When my family came to visit, I finally rode the Santa Monica Ferris Wheel. I have been to the pier a few times, but never taken the time to see the view from the top of the wheel. Spoiler alert: it's gorgeous, but I still recommend seeing it for yourself.
On Monday, I read two of my poems at Open Mic Night. I write constantly - for class, for this blog, for myself. I recently filled a notebook, and the last clip I wrote said, "I need to find my voice out loud and not just on the page." So I did, and I felt so justified and relieved and strong.
I'm currently blogging from a cute little coffee shop in Seattle where I am drinking green tea and sitting across from my best friend, the wonderful Ali Alderman. This is the first trip I have ever taken for myself, by myself. It is a lovely feeling, and more will follow in next week's blog.

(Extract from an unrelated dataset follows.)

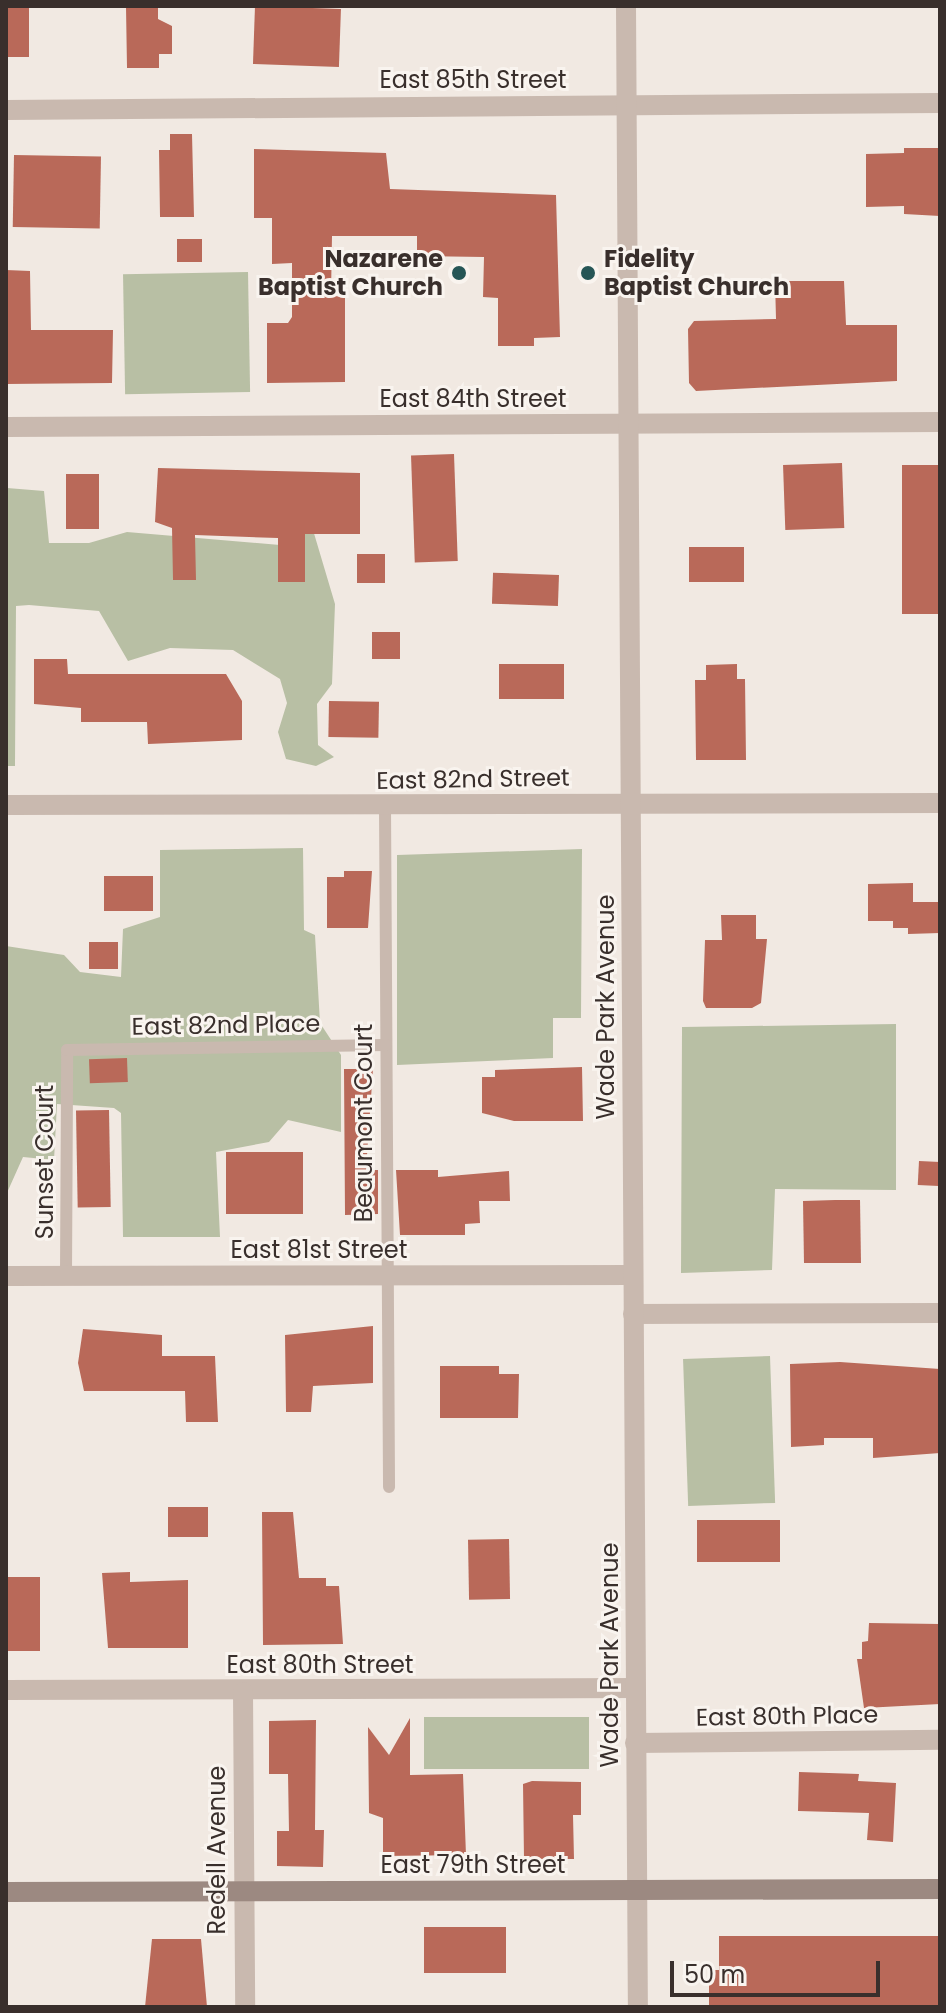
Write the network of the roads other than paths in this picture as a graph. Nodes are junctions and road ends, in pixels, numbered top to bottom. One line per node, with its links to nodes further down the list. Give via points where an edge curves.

As much as I would love to take ownership for all of these little accomplishments, none of my small goals would happen without the help of others. The enriching dance experiences I owe to LMU's Dance Department, and the various choreographers I have worked with. My parents and my brother made the ferris wheel ride possible, and my choir director trained me to sing the psalm. Mirella, a high-school-friend-turned-RA-coworker, found me quaking before Open Mic, texted me to remind me to sign up, and stayed to watch me read my poetry, even though I know she has engineering homework to do. My dad helped me figure out my trip to Seattle, from the flights to the transportation to the little details of advice about the city.
It is a good humility check to remember there is still very little I can actually do on my own - but that's ok. I think it's always going to be that way, and it does not detract from my accomplishments. Rather, it's a good reminder that I rest on the people who support me, and I am so thankful.